2. Singular integrals

Have the Calderon-Zegmund decomposition in hand, now we proof a conditional one bounded result for singular integrals.

The singular integral one is interested in are operator { T}, expressible in the form

\displaystyle (Tf)(x)=\int_{R^n}K(x,y)f(y)d\mu(y) \ \ \ \ \ (1)


Where the kernel { K} is singular near { x=y}, and so the expression is meaningful only if { K} is treated as a distribution or in some limiting sense. Now the particular regularization of { (Tf)(x)} may be appropriate depends much on the context, and a complete treatment of the issues thereby raised take us quite far afield.

Let us limit ourselves to two closely related ways of dealing with the questions concerning the definability of the operator. One is to prove estimates for the (dense) subspace where the operator is initially defined. The other is to regularize the given operators by replacing it with a suitable family, and to prove the uniformly estimates for this family. This idea is similar occurring in spectral geometry when we wish to investigate the spectrum of some operator we try to consider some deformation, so deduce to control the spectrum of a seres of paramatrix, for example, consider the wave kernel or heat kernel rather than the passion kernel itself. Common to both methods is a priori approach: We assume some additional properties of the kernel, but then prove estimates that are independent of these “regularity” properties.
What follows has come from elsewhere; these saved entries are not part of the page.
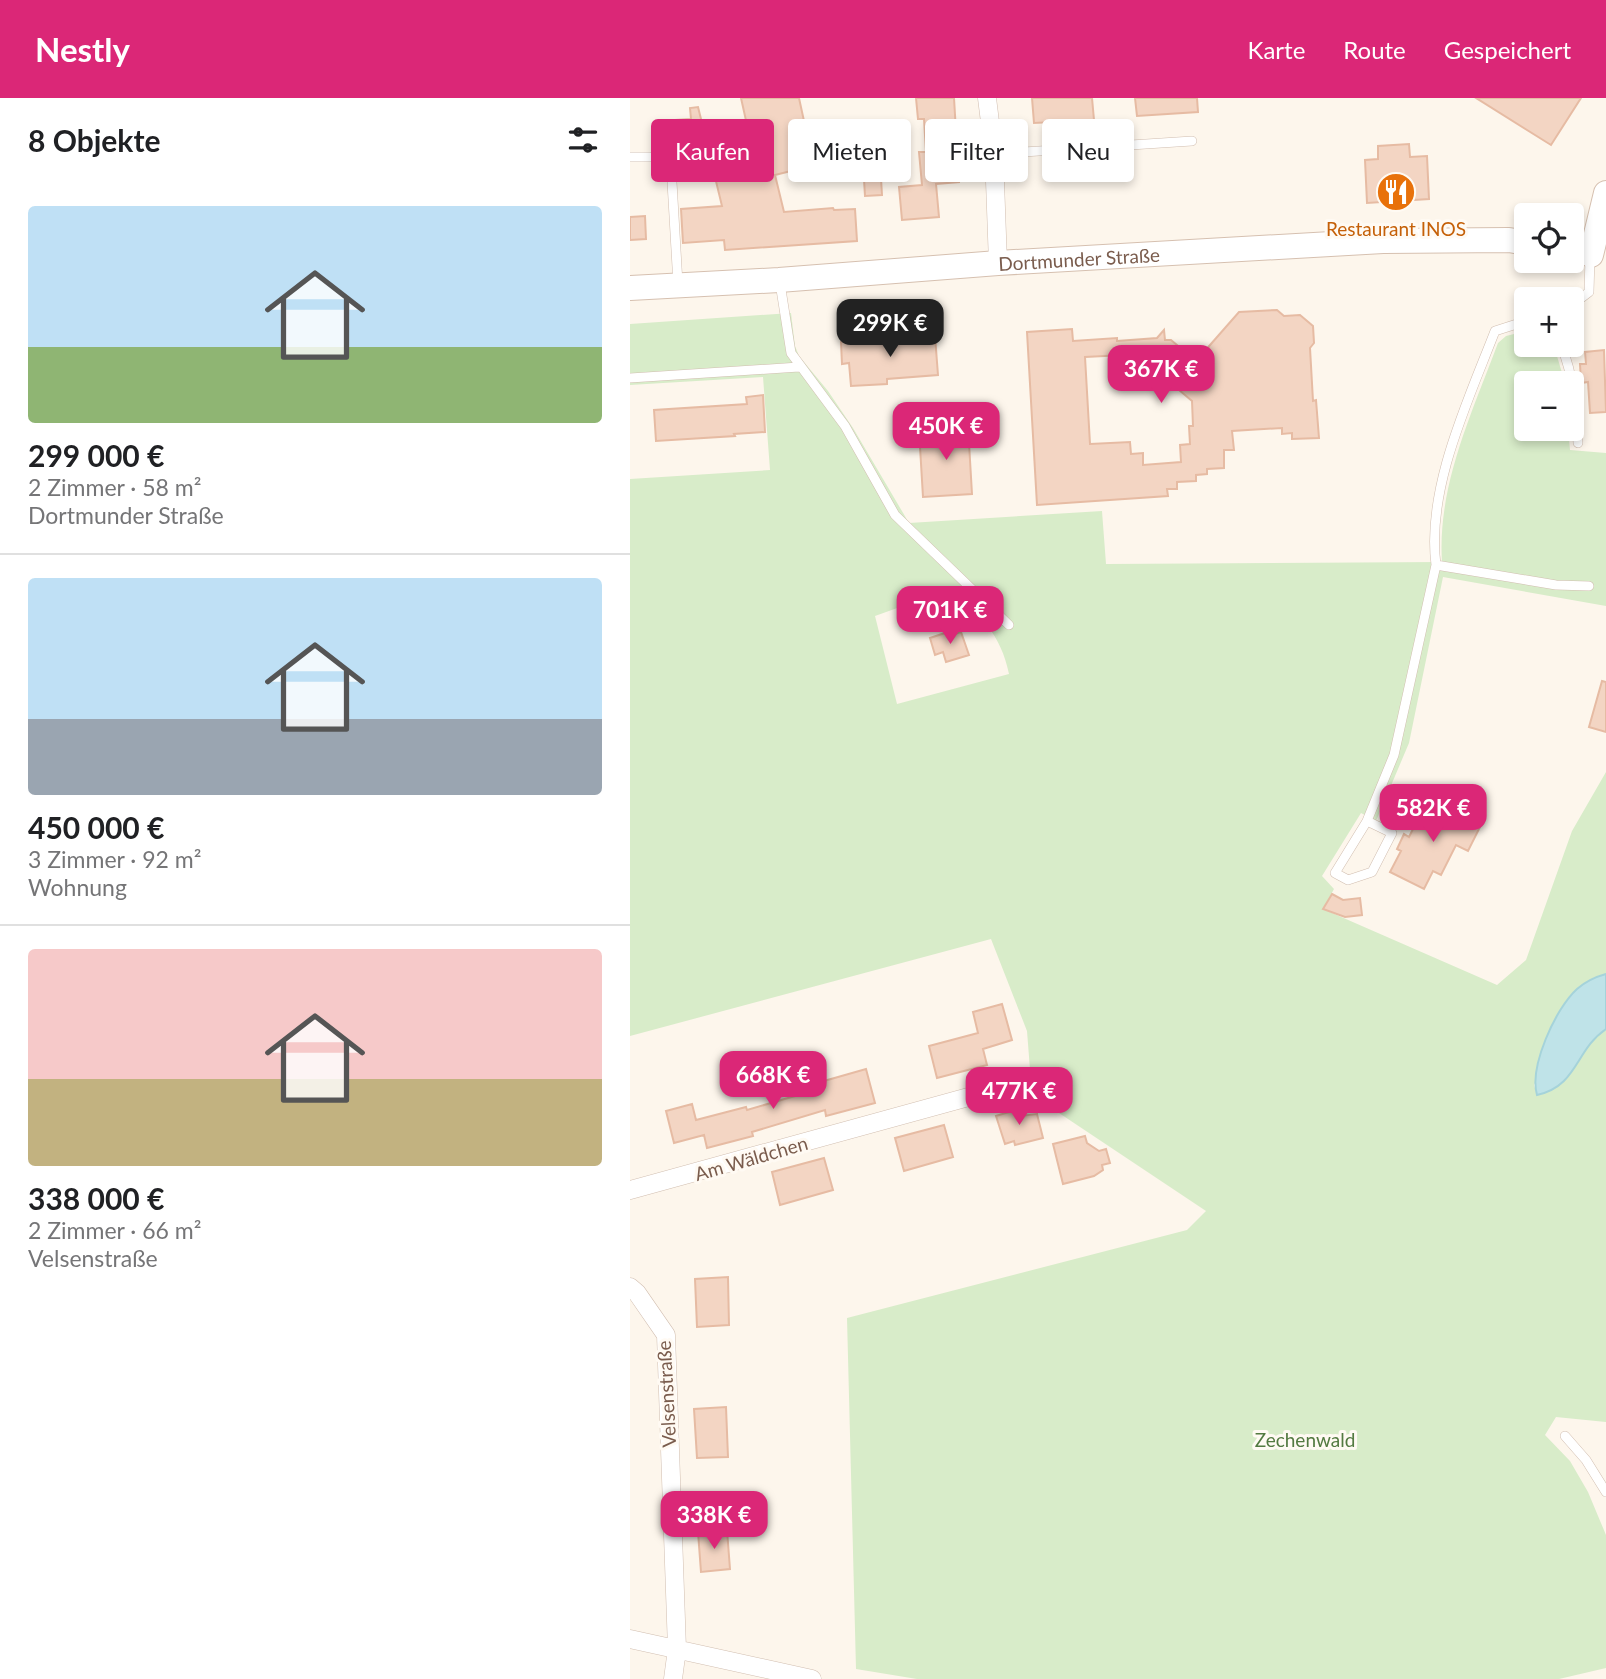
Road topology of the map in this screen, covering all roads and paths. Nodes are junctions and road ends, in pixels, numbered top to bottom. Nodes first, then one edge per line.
1 (987, 98) edge
2 (989, 119) edge
3 (1192, 141) dead end
4 (1028, 152) edge
5 (630, 157) edge
6 (650, 157) dead end
7 (672, 182) edge
8 (994, 182) edge
9 (1606, 193) edge
10 (1514, 241) edge
11 (1589, 255) edge
12 (998, 263) junction
13 (779, 280) junction
14 (678, 285) junction
15 (630, 288) edge
16 (1584, 296) edge
17 (1514, 325) edge
18 (1566, 357) edge
19 (799, 367) junction
20 (630, 378) edge
21 (1578, 443) dead end
22 (1436, 565) junction
23 (1589, 586) dead end
24 (1009, 625) dead end
25 (1367, 821) junction
26 (1034, 1079) dead end
27 (630, 1190) edge
28 (630, 1287) edge
29 (1565, 1436) dead end
30 (1606, 1492) edge
31 (630, 1639) edge
32 (677, 1649) junction
33 (673, 1679) edge
34 (812, 1679) edge

1 - 2 street
3 - 4 lane
5 - 6 lane
7 - 14 lane
8 - 12 street
9 - 11 main road
10 - 12 main road, Dortmunder Straße
11 - 16 lane
12 - 13 main road, Dortmunder Straße
13 - 14 main road, Dortmunder Straße
13 - 19 lane
14 - 15 main road, Dortmunder Straße
17 - 22 lane
18 - 21 lane
19 - 20 lane
19 - 24 lane
22 - 23 lane
22 - 25 lane
25 - 25 lane
26 - 27 street, Am Wäldchen
28 - 32 street, Velsenstraße
29 - 30 lane
31 - 32 street
32 - 33 street, Velsenstraße
32 - 34 street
We now carry out the first approach in detail. There will be two kinds of assumptions made about the operator. The first is quantitative: we assume that we are given a bound { A}, so that the operator { T} is defined and bounded on { L^q} with norm { A}; that is,

\displaystyle \|T(f)\|_q\leq A\|f\|_q, \forall f, f\in L^q \ \ \ \ \ (2)
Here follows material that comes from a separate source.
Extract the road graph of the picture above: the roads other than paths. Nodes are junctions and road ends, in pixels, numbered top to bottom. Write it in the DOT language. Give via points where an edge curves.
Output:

Moreover, we assume that there is associated to { T} a measurable function { K} (that plays the role of its kernel), so that for the same constant { A} and some constant { c>1},

\displaystyle \int_{R^n-B(y,c\delta)}|K(x,y)-K(x,\bar y)|d\mu(x)\leq A, \forall \bar y\in B(y,\delta)  \ \ \ \ \ (3)


for all { y\in R^n, \delta>0}.

The further regularity assumption on the kernel { K} is that for each { f} in {L^q} that has compact surppot, the integral coverages absolutely for almost all { x } in the complement of the support of { f}, and that equality holds for these { x}.

Theorem 2 (Bounded of singular integral with condition)

Under the condition 1 and 3 made above on { K}, the operator { T} is bounded in { L^p} norm on { L^p\cap L^q}, when { 1<p<q}. More precisely,

\displaystyle \|T(f)\|_p\leq A_p\|f\|_p

For { f\in L^p\cap L^q} with { 1<p<q}, where the bound { A_p} depends only on the constant { A} appearing in 1 and 3 and on { p}, but not on the assumed regularity of { K}, or on { f}.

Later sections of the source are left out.